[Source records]
----------------

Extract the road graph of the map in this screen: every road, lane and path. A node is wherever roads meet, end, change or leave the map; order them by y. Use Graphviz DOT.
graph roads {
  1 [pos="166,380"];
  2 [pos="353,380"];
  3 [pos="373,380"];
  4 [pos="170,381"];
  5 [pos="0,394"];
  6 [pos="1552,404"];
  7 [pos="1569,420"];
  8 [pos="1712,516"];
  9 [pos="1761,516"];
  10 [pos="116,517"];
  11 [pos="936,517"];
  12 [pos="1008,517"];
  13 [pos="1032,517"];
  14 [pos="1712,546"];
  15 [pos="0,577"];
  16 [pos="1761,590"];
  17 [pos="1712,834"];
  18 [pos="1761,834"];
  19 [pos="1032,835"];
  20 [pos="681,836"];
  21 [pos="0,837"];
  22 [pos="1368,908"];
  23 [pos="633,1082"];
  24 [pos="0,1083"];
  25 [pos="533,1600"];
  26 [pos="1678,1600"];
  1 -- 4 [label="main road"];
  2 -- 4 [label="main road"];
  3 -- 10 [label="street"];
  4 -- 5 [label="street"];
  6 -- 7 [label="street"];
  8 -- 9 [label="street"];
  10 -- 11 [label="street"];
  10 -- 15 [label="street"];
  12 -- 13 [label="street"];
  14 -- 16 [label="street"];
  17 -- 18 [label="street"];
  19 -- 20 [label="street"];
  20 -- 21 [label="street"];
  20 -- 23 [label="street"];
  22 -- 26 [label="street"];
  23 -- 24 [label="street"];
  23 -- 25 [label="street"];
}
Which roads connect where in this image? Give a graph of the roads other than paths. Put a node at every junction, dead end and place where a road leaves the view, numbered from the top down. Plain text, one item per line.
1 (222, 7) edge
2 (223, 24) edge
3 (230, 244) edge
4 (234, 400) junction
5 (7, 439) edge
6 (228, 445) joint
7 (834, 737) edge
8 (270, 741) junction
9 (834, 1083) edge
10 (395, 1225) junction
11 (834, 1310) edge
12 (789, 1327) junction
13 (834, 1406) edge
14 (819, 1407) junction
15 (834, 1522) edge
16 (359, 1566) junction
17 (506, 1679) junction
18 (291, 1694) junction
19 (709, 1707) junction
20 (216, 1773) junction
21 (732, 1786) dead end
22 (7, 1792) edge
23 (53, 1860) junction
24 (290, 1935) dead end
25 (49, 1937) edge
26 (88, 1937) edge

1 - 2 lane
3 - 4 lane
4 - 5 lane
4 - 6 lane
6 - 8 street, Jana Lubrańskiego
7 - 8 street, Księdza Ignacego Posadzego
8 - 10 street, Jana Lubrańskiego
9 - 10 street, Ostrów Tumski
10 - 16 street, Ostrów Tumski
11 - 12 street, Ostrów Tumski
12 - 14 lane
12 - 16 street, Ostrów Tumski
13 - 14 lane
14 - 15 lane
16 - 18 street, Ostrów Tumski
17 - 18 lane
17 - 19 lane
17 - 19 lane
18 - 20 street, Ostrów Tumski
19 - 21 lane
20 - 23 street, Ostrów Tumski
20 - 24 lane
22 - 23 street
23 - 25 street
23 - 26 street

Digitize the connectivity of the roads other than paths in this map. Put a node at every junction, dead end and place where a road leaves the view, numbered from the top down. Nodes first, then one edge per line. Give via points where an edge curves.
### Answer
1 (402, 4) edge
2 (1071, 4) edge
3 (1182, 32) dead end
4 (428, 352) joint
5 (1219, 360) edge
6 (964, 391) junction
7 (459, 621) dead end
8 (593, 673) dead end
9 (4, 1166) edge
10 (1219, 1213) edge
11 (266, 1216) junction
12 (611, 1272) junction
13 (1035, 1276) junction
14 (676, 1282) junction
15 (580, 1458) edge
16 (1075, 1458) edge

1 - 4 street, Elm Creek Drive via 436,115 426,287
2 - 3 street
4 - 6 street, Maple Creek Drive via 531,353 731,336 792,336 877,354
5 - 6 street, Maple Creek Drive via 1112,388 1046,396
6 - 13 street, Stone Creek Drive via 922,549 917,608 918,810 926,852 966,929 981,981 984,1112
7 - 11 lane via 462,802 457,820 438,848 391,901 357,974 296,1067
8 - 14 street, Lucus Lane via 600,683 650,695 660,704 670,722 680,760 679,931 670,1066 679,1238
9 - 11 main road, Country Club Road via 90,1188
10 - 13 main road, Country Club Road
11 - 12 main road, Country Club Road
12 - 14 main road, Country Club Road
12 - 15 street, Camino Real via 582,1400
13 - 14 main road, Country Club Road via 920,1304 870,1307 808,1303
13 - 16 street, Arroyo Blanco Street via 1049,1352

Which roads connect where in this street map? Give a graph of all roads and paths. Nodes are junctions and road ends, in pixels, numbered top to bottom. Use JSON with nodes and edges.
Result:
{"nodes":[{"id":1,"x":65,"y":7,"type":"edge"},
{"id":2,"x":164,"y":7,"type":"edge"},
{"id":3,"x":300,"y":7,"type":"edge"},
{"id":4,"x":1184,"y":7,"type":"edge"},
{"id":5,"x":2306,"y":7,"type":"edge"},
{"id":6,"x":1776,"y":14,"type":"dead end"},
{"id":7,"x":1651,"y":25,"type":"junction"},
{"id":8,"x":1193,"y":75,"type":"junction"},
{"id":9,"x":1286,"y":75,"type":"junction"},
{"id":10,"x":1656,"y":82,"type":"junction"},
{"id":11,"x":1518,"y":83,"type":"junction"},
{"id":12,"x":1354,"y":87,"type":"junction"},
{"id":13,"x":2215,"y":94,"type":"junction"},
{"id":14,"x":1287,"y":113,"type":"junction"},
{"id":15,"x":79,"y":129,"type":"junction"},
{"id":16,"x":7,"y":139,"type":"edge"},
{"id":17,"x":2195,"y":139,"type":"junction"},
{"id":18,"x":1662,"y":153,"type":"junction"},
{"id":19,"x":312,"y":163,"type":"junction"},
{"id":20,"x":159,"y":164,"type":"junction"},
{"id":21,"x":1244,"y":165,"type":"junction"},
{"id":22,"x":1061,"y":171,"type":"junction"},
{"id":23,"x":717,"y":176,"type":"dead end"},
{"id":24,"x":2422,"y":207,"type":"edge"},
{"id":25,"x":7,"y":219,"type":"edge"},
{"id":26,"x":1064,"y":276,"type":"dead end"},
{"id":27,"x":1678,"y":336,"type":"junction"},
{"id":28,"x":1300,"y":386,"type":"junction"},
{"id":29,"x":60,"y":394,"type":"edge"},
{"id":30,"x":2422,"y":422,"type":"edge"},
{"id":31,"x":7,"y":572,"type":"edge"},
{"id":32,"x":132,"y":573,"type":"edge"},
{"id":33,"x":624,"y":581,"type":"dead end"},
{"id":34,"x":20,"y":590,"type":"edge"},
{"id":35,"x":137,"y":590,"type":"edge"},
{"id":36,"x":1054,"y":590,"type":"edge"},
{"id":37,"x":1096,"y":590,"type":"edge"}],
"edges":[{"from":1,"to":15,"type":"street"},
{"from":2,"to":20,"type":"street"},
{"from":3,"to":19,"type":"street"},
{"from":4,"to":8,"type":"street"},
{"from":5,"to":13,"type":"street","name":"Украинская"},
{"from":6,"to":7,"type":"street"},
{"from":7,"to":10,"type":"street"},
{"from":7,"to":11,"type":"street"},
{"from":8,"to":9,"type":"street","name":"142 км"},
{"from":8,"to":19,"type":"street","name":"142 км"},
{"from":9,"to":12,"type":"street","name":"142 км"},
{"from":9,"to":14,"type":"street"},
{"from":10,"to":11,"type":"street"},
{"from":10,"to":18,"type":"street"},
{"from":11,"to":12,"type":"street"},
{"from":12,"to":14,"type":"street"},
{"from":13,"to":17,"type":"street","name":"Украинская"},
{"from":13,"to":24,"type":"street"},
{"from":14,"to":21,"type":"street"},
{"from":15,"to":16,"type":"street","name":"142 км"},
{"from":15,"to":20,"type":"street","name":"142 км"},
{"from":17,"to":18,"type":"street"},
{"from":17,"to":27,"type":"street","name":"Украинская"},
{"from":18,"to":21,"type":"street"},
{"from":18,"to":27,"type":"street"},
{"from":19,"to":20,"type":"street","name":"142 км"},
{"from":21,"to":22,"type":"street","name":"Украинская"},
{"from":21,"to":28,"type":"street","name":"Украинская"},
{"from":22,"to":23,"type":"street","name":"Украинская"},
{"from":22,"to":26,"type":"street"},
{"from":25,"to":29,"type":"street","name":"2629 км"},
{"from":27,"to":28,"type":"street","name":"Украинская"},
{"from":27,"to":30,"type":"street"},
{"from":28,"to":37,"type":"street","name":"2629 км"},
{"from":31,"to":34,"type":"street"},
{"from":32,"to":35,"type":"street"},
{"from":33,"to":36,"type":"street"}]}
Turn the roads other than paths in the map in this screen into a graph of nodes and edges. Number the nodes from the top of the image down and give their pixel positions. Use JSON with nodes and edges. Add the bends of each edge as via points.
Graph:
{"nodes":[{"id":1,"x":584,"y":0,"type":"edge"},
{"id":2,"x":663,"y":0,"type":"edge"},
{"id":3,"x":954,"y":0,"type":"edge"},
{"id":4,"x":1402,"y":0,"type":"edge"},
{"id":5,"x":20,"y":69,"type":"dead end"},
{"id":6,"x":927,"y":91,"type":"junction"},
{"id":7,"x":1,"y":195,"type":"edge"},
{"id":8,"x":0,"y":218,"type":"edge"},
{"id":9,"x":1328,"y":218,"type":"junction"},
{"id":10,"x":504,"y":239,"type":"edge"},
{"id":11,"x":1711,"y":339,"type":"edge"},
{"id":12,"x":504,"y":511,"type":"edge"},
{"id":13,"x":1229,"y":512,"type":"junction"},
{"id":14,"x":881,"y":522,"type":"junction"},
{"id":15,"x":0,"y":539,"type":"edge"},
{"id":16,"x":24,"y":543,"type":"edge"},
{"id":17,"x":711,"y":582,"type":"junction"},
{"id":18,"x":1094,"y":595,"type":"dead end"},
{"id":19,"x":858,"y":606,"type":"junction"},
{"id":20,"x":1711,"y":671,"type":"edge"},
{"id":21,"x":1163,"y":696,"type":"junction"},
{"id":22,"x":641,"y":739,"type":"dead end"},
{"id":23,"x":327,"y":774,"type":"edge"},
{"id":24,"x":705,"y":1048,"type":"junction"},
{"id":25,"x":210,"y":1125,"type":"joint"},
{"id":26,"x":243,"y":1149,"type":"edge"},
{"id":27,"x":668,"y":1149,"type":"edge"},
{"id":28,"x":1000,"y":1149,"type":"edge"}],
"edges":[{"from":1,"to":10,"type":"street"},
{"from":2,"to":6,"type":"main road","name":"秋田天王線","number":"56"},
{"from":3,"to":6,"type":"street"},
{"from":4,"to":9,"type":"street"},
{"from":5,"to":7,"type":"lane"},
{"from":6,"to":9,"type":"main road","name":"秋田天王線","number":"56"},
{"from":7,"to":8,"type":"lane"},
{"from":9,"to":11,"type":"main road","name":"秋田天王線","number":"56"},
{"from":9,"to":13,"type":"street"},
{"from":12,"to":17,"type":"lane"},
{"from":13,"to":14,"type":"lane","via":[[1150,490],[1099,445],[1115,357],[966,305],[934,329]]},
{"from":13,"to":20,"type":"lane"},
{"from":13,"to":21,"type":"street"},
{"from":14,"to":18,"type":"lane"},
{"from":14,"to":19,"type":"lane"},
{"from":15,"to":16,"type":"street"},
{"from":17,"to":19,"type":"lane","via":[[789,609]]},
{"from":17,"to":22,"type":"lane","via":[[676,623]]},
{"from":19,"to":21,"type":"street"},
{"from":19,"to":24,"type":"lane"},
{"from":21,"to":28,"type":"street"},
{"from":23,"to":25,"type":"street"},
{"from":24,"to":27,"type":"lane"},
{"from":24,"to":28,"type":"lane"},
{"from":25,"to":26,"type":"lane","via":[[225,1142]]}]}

----------------

» **Problem requirements**: Of all the entries above, repeat only the lines from the line that has "Which roads connect where in this image?" to the line that has "Digitize the connectivity", both lines included, exactly.

» **Response**:
Which roads connect where in this image? Give a graph of the roads other than paths. Put a node at every junction, dead end and place where a road leaves the view, numbered from the top down. Plain text, one item per line.
1 (222, 7) edge
2 (223, 24) edge
3 (230, 244) edge
4 (234, 400) junction
5 (7, 439) edge
6 (228, 445) joint
7 (834, 737) edge
8 (270, 741) junction
9 (834, 1083) edge
10 (395, 1225) junction
11 (834, 1310) edge
12 (789, 1327) junction
13 (834, 1406) edge
14 (819, 1407) junction
15 (834, 1522) edge
16 (359, 1566) junction
17 (506, 1679) junction
18 (291, 1694) junction
19 (709, 1707) junction
20 (216, 1773) junction
21 (732, 1786) dead end
22 (7, 1792) edge
23 (53, 1860) junction
24 (290, 1935) dead end
25 (49, 1937) edge
26 (88, 1937) edge

1 - 2 lane
3 - 4 lane
4 - 5 lane
4 - 6 lane
6 - 8 street, Jana Lubrańskiego
7 - 8 street, Księdza Ignacego Posadzego
8 - 10 street, Jana Lubrańskiego
9 - 10 street, Ostrów Tumski
10 - 16 street, Ostrów Tumski
11 - 12 street, Ostrów Tumski
12 - 14 lane
12 - 16 street, Ostrów Tumski
13 - 14 lane
14 - 15 lane
16 - 18 street, Ostrów Tumski
17 - 18 lane
17 - 19 lane
17 - 19 lane
18 - 20 street, Ostrów Tumski
19 - 21 lane
20 - 23 street, Ostrów Tumski
20 - 24 lane
22 - 23 street
23 - 25 street
23 - 26 street

Digitize the connectivity of the roads other than paths in this map. Put a node at every junction, dead end and place where a road leaves the view, numbered from the top down. Nodes first, then one edge per line. Give via points where an edge curves.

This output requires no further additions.